[Opening The input section]
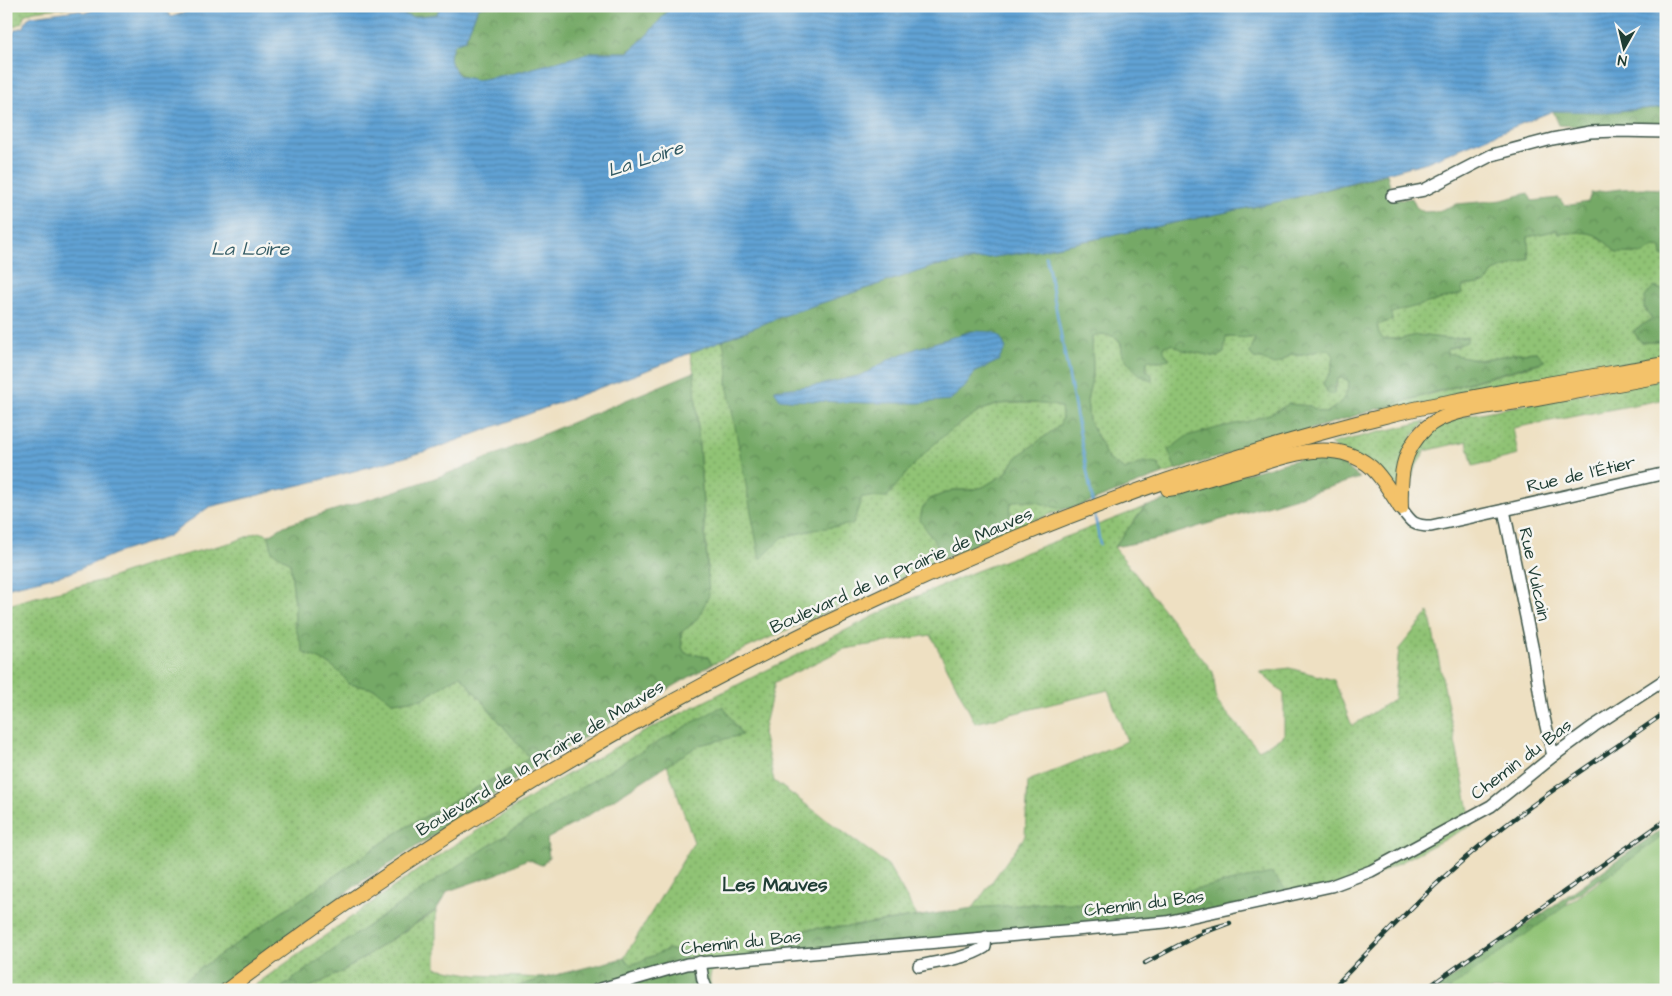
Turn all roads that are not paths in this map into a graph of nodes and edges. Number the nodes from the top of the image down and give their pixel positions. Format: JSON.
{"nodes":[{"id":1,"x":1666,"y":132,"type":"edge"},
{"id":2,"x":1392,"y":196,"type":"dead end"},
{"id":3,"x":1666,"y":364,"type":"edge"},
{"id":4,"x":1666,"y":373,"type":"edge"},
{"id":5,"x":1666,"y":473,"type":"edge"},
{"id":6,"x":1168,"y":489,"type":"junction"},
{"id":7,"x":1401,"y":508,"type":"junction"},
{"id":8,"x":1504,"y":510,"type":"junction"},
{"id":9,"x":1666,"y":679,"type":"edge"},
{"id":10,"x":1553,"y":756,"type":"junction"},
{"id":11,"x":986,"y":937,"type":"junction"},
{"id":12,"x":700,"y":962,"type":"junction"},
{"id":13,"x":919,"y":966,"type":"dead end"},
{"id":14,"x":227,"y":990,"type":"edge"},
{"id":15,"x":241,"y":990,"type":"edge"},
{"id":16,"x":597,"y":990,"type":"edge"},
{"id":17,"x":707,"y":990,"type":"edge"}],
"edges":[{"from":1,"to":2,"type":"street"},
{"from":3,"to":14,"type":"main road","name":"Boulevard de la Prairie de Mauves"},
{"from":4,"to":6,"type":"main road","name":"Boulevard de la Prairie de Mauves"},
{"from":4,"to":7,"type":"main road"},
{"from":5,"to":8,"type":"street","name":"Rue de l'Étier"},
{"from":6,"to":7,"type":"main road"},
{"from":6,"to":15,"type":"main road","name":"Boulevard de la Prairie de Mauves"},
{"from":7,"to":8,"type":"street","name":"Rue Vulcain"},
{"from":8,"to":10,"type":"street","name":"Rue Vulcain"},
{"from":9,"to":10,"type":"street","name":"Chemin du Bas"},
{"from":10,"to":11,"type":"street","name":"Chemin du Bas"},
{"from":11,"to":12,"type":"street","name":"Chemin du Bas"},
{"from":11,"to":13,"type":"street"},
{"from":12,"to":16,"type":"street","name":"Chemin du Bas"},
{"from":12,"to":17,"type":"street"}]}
[Closing The input section]
[Opening The input section]
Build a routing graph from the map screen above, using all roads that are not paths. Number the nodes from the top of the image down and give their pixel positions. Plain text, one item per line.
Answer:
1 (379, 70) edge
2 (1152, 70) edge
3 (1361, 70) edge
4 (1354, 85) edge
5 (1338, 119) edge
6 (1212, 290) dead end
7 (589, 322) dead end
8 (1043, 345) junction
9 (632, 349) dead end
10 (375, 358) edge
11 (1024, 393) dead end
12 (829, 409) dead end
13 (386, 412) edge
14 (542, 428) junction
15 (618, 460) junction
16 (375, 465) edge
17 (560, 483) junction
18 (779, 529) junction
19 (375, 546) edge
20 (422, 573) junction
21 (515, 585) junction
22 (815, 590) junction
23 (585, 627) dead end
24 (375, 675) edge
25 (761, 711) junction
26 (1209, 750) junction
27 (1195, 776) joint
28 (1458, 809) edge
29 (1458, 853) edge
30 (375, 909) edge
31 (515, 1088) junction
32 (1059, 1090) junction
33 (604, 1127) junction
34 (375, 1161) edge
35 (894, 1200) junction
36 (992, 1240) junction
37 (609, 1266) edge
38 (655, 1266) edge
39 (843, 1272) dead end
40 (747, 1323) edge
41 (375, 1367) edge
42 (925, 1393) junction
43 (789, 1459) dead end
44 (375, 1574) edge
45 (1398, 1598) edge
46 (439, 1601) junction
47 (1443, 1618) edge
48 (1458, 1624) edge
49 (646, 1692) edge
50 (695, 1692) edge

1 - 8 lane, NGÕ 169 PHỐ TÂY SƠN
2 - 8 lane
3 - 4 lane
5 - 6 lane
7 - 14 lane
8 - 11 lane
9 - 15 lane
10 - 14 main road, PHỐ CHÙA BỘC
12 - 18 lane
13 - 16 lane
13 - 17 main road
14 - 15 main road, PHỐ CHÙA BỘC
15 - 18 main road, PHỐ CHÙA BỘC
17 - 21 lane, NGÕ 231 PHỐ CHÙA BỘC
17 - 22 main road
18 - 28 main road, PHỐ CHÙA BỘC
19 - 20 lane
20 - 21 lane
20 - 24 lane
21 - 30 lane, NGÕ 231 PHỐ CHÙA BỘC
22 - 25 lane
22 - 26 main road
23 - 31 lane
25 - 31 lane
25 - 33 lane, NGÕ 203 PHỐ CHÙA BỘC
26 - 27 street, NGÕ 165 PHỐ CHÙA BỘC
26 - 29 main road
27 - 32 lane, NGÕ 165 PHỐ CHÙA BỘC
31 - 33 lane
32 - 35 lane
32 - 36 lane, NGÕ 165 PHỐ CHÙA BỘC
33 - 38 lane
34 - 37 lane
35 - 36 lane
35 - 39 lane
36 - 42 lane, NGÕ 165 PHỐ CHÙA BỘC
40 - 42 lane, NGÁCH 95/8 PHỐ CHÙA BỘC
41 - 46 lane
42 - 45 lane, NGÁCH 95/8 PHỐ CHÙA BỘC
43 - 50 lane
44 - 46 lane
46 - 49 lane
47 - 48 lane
[Closing The input section]
[Opening The input section]
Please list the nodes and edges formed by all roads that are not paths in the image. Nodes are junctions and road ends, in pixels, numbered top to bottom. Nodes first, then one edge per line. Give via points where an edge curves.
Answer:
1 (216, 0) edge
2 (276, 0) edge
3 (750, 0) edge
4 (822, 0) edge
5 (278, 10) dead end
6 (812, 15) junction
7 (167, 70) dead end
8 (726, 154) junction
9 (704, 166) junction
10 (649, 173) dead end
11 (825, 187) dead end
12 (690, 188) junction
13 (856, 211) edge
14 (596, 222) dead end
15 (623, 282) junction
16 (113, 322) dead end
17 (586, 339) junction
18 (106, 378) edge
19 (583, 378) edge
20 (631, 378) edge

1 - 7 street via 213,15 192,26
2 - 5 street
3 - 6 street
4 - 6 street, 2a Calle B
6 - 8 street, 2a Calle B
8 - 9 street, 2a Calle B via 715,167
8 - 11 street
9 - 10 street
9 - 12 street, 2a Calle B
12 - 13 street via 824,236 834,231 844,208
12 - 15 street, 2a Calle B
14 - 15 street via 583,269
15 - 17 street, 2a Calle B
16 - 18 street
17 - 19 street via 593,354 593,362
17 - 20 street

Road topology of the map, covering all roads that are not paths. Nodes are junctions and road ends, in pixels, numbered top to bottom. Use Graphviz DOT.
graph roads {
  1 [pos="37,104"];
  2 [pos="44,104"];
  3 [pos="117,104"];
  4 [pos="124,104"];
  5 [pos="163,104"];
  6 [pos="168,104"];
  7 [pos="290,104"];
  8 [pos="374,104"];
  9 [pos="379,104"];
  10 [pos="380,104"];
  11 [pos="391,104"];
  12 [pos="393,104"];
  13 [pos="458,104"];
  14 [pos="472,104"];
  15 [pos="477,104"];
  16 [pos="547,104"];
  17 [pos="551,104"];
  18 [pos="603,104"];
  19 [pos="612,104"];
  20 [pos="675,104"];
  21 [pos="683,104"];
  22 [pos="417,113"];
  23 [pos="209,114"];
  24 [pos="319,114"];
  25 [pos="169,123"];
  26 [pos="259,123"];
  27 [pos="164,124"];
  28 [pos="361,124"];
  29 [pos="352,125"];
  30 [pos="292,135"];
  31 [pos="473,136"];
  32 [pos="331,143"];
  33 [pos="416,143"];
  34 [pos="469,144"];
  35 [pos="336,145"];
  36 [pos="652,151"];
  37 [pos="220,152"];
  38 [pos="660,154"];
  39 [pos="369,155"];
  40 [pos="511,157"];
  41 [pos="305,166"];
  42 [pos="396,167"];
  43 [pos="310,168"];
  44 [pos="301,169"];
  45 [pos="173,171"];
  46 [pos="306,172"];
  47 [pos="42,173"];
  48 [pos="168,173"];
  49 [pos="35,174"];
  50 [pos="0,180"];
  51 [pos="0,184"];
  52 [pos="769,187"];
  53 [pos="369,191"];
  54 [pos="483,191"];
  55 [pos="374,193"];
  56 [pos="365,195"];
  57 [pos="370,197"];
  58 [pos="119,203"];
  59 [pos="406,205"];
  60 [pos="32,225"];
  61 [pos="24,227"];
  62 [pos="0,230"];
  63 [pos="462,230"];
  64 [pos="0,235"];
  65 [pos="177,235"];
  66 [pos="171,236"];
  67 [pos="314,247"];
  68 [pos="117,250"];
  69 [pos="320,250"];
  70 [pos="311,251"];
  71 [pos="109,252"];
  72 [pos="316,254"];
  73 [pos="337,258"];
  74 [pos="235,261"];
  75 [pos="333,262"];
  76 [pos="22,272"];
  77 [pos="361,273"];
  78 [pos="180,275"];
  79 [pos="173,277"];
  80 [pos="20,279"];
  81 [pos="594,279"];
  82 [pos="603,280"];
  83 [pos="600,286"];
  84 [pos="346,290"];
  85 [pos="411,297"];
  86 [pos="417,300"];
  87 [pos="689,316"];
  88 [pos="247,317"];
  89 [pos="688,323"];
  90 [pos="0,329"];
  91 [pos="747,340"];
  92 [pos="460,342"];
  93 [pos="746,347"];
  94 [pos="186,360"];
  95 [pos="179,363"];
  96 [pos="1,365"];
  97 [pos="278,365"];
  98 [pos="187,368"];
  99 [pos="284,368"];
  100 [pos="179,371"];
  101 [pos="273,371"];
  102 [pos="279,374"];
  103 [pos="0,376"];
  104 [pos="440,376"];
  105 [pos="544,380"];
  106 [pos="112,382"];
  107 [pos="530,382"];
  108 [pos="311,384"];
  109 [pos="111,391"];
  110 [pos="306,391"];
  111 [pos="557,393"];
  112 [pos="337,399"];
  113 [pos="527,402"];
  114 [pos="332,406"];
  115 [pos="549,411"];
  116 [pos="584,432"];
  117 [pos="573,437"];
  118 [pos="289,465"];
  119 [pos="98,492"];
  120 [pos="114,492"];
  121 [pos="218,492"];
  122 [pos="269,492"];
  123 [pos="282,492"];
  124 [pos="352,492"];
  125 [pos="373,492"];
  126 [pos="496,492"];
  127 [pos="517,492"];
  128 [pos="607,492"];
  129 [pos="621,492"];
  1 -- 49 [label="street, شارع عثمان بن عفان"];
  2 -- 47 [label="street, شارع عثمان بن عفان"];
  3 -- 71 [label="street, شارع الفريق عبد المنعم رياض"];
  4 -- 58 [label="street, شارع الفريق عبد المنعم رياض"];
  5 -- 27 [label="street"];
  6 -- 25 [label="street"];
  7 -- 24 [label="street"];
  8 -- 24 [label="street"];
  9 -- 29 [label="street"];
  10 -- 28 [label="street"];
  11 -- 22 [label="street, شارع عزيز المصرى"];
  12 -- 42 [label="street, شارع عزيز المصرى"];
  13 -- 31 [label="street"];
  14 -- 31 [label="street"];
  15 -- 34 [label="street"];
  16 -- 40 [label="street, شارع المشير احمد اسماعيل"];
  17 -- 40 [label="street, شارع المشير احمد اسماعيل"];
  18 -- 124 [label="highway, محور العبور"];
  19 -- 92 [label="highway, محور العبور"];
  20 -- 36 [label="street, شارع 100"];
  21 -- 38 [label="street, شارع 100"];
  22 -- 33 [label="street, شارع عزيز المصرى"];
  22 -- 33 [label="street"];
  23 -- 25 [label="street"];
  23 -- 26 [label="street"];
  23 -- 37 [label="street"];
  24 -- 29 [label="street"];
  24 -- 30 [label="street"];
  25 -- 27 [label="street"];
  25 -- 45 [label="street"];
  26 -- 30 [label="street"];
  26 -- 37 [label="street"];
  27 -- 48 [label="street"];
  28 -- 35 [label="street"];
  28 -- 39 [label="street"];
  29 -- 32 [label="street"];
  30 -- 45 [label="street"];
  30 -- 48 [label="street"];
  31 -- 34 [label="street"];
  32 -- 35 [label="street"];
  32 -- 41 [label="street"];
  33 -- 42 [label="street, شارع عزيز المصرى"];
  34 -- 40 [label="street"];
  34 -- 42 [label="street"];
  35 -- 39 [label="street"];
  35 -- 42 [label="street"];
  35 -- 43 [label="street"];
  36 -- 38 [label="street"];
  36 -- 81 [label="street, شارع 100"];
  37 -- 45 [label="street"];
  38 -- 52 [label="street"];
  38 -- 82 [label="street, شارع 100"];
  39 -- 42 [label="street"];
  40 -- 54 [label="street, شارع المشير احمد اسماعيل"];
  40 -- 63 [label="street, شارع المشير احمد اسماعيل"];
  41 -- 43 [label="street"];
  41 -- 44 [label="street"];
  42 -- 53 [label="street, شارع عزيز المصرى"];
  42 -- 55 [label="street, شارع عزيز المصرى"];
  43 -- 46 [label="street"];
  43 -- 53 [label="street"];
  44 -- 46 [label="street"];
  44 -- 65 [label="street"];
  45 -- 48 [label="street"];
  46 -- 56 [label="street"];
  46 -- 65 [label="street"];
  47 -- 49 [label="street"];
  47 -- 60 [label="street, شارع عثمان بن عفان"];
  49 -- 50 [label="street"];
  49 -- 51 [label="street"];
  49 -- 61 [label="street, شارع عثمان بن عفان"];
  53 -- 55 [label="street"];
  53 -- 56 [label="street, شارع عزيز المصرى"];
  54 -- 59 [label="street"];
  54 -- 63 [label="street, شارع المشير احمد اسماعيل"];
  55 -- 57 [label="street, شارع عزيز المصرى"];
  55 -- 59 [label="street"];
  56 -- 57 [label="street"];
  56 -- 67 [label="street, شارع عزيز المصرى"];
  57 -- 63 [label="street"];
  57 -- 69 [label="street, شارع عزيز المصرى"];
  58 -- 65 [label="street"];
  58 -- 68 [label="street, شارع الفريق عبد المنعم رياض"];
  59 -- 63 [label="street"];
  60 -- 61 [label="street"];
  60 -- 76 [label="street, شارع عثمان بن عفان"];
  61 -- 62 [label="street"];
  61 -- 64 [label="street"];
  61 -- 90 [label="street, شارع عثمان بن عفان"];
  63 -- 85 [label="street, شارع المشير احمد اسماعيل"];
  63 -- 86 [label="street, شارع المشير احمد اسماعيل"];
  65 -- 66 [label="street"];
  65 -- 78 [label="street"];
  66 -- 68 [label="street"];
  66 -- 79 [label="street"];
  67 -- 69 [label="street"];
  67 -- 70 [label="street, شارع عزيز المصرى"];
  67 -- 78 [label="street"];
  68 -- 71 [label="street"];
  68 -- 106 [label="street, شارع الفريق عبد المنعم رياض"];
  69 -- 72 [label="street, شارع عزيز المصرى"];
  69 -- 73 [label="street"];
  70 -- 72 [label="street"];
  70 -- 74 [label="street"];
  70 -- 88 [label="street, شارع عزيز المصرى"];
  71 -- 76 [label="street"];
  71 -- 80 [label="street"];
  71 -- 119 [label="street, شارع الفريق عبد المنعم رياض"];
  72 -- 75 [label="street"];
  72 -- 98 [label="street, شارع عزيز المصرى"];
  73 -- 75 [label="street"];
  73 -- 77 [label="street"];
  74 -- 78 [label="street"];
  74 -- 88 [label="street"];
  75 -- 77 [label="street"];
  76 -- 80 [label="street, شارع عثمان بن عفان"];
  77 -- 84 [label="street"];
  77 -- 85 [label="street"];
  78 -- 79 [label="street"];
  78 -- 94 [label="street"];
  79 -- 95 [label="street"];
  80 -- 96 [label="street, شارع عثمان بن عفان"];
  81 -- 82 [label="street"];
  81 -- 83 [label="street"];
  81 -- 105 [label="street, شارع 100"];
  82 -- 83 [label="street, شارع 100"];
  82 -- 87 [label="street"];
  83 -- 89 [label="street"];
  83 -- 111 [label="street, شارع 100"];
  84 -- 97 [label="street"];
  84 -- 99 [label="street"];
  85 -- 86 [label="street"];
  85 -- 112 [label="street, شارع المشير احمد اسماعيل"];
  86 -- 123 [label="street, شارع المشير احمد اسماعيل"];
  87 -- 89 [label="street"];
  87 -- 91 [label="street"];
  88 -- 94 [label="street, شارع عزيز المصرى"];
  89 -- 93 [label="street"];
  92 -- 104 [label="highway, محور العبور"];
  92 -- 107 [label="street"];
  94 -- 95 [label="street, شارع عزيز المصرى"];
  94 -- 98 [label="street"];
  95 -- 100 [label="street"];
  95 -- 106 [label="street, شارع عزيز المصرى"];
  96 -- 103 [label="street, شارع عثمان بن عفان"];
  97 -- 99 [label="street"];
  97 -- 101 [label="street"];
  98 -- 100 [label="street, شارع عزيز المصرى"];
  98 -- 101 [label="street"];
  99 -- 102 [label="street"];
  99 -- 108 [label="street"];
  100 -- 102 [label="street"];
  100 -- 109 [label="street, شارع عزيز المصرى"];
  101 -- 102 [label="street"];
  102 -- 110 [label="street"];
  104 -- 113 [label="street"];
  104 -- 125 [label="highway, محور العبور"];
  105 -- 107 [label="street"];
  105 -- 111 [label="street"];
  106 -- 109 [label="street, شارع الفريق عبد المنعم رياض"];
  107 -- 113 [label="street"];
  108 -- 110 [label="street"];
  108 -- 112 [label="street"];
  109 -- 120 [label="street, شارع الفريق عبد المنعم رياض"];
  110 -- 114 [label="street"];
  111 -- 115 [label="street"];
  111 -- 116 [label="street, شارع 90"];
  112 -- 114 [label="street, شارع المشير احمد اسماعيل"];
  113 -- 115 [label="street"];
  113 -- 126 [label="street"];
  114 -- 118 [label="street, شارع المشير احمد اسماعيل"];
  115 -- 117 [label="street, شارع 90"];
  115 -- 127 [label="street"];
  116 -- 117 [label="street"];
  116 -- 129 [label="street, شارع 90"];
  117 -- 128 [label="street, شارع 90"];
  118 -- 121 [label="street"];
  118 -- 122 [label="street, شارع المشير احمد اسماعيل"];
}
[Closing The input section]
- **Exercise**:
Which lines in the records above include the word "اسماعيل"? Copy them out.

- **Exercise result**:
  16 -- 40 [label="street, شارع المشير احمد اسماعيل"];
  17 -- 40 [label="street, شارع المشير احمد اسماعيل"];
  40 -- 54 [label="street, شارع المشير احمد اسماعيل"];
  40 -- 63 [label="street, شارع المشير احمد اسماعيل"];
  54 -- 63 [label="street, شارع المشير احمد اسماعيل"];
  63 -- 85 [label="street, شارع المشير احمد اسماعيل"];
  63 -- 86 [label="street, شارع المشير احمد اسماعيل"];
  85 -- 112 [label="street, شارع المشير احمد اسماعيل"];
  86 -- 123 [label="street, شارع المشير احمد اسماعيل"];
  112 -- 114 [label="street, شارع المشير احمد اسماعيل"];
  114 -- 118 [label="street, شارع المشير احمد اسماعيل"];
  118 -- 122 [label="street, شارع المشير احمد اسماعيل"];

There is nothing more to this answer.